Mis en ligne le dimanche 23 novembre 2008.
Rapport de M. David Assouline, fait au nom de la commission des affaires culturelles du Sénat :
Le rapport estime qu’il est
inutile de se lamenter sur « l’invasion
des nouveaux médias » mais qu’il
faut, bien au contraire, réfléchir dès
maintenant aux meilleurs moyens
d’encourager les pratiques numériques
des jeunes en faisant en sorte
qu’elles leur soient le plus profitable
possible.
Plan du Rapport d’information
"Les nouveaux médias :
des jeunes libérés ou abandonnés ? " :
http://www.senat.fr/rap/r08-046/r08-046_mono.html
Le rapport est divisé en 5 parties :
I. UNE JEUNESSE AU CoeUR DE LA RÉVOLUTION NUMÉRIQUE
La France est ainsi championne du monde du nombre de blogs par internaute : http://www.senat.fr/rap/r08-046/r08-0464.html
(...)
II. LES NOUVEAUX MÉDIAS : UNE CHANCE POUR LA JEUNESSE
Les nouveaux médias : un outil qui développe de nouvelles compétences :
http://www.senat.fr/rap/r08-046/r08-0466.html
(...)
III. LES NOUVEAUX MÉDIAS, UNE MENACE POUR LA JEUNESSE ?
La divulgation des informations personnelles
(...)
IV. UN EFFORT UTILE DE MAÎTRISE DES NOUVEAUX MÉDIAS
La protection des mineurs dans les médias traditionnels : un régime juridique complet mais archaïque
(...)
V. L’IMPÉRATIF ÉDUCATIF
L’école, nécessaire média des médias
(...)
Le rapport préconise par ailleurs une quinzaine de propositions, dont
la création d’une autorité de protection de l’enfance dans les médias,
la délivrance d’un label de qualité aux logiciels de contrôle parental,
la mise en place d’un module de dix heures annuelles d’éducation aux médias en quatrième et en seconde,
le renforcement du rôle des professeurs documentalistes ainsi que le renforcement de la coopération internationale sur la constitution des listes noires de sites interdits.
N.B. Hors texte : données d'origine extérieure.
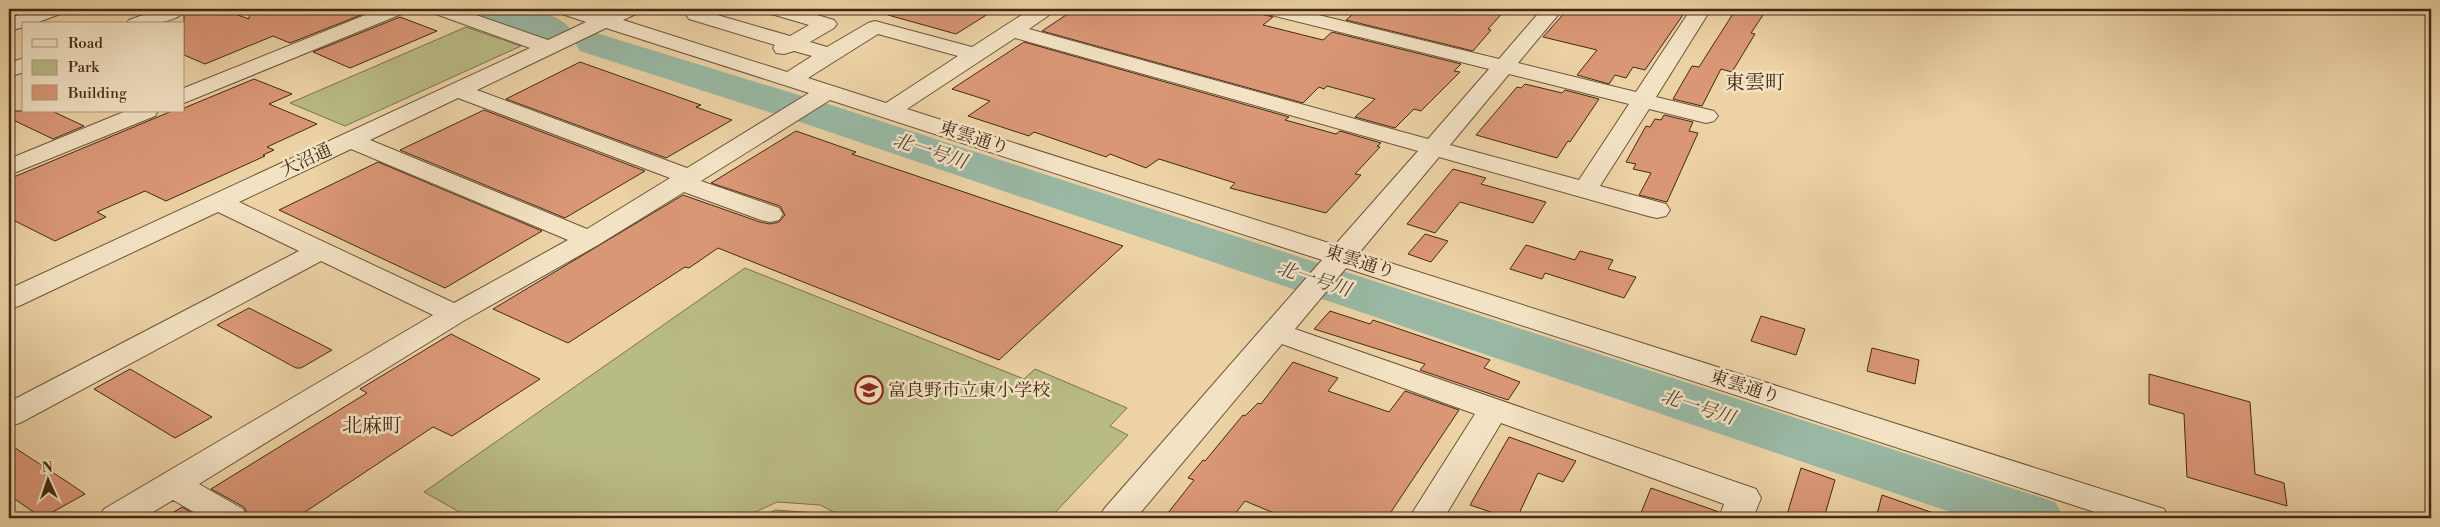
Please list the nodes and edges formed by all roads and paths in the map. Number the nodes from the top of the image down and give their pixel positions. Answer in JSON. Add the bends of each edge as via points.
{"nodes":[{"id":1,"x":56,"y":9,"type":"edge"},
{"id":2,"x":177,"y":9,"type":"edge"},
{"id":3,"x":397,"y":9,"type":"edge"},
{"id":4,"x":440,"y":9,"type":"edge"},
{"id":5,"x":566,"y":9,"type":"edge"},
{"id":6,"x":631,"y":9,"type":"edge"},
{"id":7,"x":707,"y":9,"type":"edge"},
{"id":8,"x":774,"y":9,"type":"edge"},
{"id":9,"x":1045,"y":9,"type":"edge"},
{"id":10,"x":1270,"y":9,"type":"edge"},
{"id":11,"x":1553,"y":9,"type":"edge"},
{"id":12,"x":1701,"y":9,"type":"edge"},
{"id":13,"x":604,"y":21,"type":"junction"},
{"id":14,"x":141,"y":22,"type":"edge"},
{"id":15,"x":9,"y":25,"type":"edge"},
{"id":16,"x":1011,"y":30,"type":"junction"},
{"id":17,"x":792,"y":43,"type":"junction"},
{"id":18,"x":548,"y":47,"type":"junction"},
{"id":19,"x":974,"y":54,"type":"junction"},
{"id":20,"x":831,"y":55,"type":"junction"},
{"id":21,"x":22,"y":66,"type":"edge"},
{"id":22,"x":750,"y":66,"type":"junction"},
{"id":23,"x":1505,"y":66,"type":"junction"},
{"id":24,"x":9,"y":70,"type":"edge"},
{"id":25,"x":792,"y":79,"type":"junction"},
{"id":26,"x":457,"y":90,"type":"junction"},
{"id":27,"x":185,"y":96,"type":"edge"},
{"id":28,"x":1641,"y":100,"type":"junction"},
{"id":29,"x":808,"y":104,"type":"junction"},
{"id":30,"x":889,"y":111,"type":"junction"},
{"id":31,"x":146,"y":112,"type":"edge"},
{"id":32,"x":1706,"y":116,"type":"dead end"},
{"id":33,"x":349,"y":140,"type":"junction"},
{"id":34,"x":1432,"y":148,"type":"junction"},
{"id":35,"x":9,"y":168,"type":"edge"},
{"id":36,"x":685,"y":179,"type":"junction"},
{"id":37,"x":1584,"y":190,"type":"junction"},
{"id":38,"x":217,"y":202,"type":"junction"},
{"id":39,"x":1658,"y":210,"type":"dead end"},
{"id":40,"x":770,"y":214,"type":"dead end"},
{"id":41,"x":589,"y":239,"type":"junction"},
{"id":42,"x":318,"y":251,"type":"junction"},
{"id":43,"x":1326,"y":273,"type":"junction"},
{"id":44,"x":9,"y":300,"type":"edge"},
{"id":45,"x":455,"y":314,"type":"junction"},
{"id":46,"x":1276,"y":332,"type":"junction"},
{"id":47,"x":1494,"y":409,"type":"junction"},
{"id":48,"x":9,"y":415,"type":"edge"},
{"id":49,"x":173,"y":484,"type":"junction"},
{"id":50,"x":116,"y":518,"type":"edge"},
{"id":51,"x":232,"y":518,"type":"edge"},
{"id":52,"x":1116,"y":518,"type":"edge"},
{"id":53,"x":1426,"y":518,"type":"edge"},
{"id":54,"x":1736,"y":518,"type":"edge"},
{"id":55,"x":2152,"y":518,"type":"edge"}],
"edges":[{"from":1,"to":15,"type":"street"},
{"from":2,"to":14,"type":"street"},
{"from":3,"to":27,"type":"street"},
{"from":4,"to":18,"type":"street"},
{"from":5,"to":13,"type":"street","name":"東雲通り"},
{"from":6,"to":13,"type":"street","name":"大沼通"},
{"from":7,"to":17,"type":"street","via":[[696,14]]},
{"from":8,"to":17,"type":"street","via":[[827,24]]},
{"from":9,"to":16,"type":"street"},
{"from":10,"to":23,"type":"street"},
{"from":11,"to":23,"type":"street"},
{"from":12,"to":28,"type":"street"},
{"from":13,"to":18,"type":"street","name":"大沼通"},
{"from":13,"to":22,"type":"street","name":"東雲通り"},
{"from":16,"to":19,"type":"street"},
{"from":16,"to":34,"type":"street"},
{"from":17,"to":20,"type":"street"},
{"from":17,"to":22,"type":"street"},
{"from":18,"to":26,"type":"street","name":"大沼通"},
{"from":19,"to":20,"type":"street","via":[[875,27]]},
{"from":19,"to":30,"type":"street"},
{"from":20,"to":25,"type":"street"},
{"from":21,"to":24,"type":"street"},
{"from":22,"to":25,"type":"street","name":"東雲通り"},
{"from":23,"to":28,"type":"street"},
{"from":23,"to":34,"type":"street"},
{"from":25,"to":29,"type":"street","name":"東雲通り"},
{"from":26,"to":33,"type":"street","name":"大沼通"},
{"from":26,"to":36,"type":"street"},
{"from":28,"to":32,"type":"street"},
{"from":28,"to":37,"type":"street"},
{"from":29,"to":30,"type":"street","name":"東雲通り"},
{"from":29,"to":36,"type":"street"},
{"from":30,"to":43,"type":"street","name":"東雲通り"},
{"from":31,"to":35,"type":"street"},
{"from":33,"to":38,"type":"street","name":"大沼通"},
{"from":33,"to":41,"type":"street"},
{"from":34,"to":37,"type":"street"},
{"from":34,"to":43,"type":"street"},
{"from":36,"to":40,"type":"street"},
{"from":36,"to":41,"type":"street"},
{"from":37,"to":39,"type":"street"},
{"from":38,"to":42,"type":"street"},
{"from":38,"to":44,"type":"street","name":"大沼通"},
{"from":41,"to":45,"type":"street"},
{"from":42,"to":45,"type":"street"},
{"from":42,"to":48,"type":"street"},
{"from":43,"to":46,"type":"street"},
{"from":43,"to":55,"type":"street","name":"東雲通り"},
{"from":45,"to":49,"type":"street"},
{"from":46,"to":47,"type":"street"},
{"from":46,"to":52,"type":"street"},
{"from":47,"to":53,"type":"street"},
{"from":47,"to":54,"type":"street","via":[[1744,498]]},
{"from":49,"to":50,"type":"street"},
{"from":49,"to":51,"type":"street"}]}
préconisations du rapporteur
A noter, parmi les personnes auditionnées :
Audition de M. Jean-Claude RICHEZ, responsable de l’unité recherche, études et formation de l’Institut national de la jeunesse et de l’éducation populaire (INJEP) (7 mai 2008)
« M. Jean-Claude Richez a tout d’abord noté que l’appropriation de l’outil Internet se fait à 58 % dans les familles, le plus souvent de façon individuelle, l’école ne pesant que pour 10 %. Il a remarqué que cet état de fait était la manifestation de la faible interaction entre le monde des jeunes et l’école, alors que les jeunes ont une attente en matière d’accompagnement éducatif aux médias. Cette absence renforce les logiques d’éducation par les pairs, déjà très fortes dans le domaine des médias. Les technologies de l’information bouleversent les modes de socialisation et de transmission, et constitue le lieu privilégié de l’éducation informelle.
Il regrette par conséquent que rien ne soit prévu dans les équipements de proximité pour les 11-15 ans pour mettre à disposition Internet avec l’accompagnement d’adultes ne relevant ni de l’école, ni de la sphère familiale. Il a estimé que l’impératif était de partir des pratiques et de l’expérience des jeunes et qu’il serait utile que l’État reconnaisse davantage la qualification de personnes ressources, tels que les éducateurs et animateurs professionnels de jeunesse. Il a noté que l’éducation non formelle était mieux valorisée dans d’autres pays et qu’elle permettait de transmettre des valeurs et des connaissances dans des domaines où l’école intervient peu.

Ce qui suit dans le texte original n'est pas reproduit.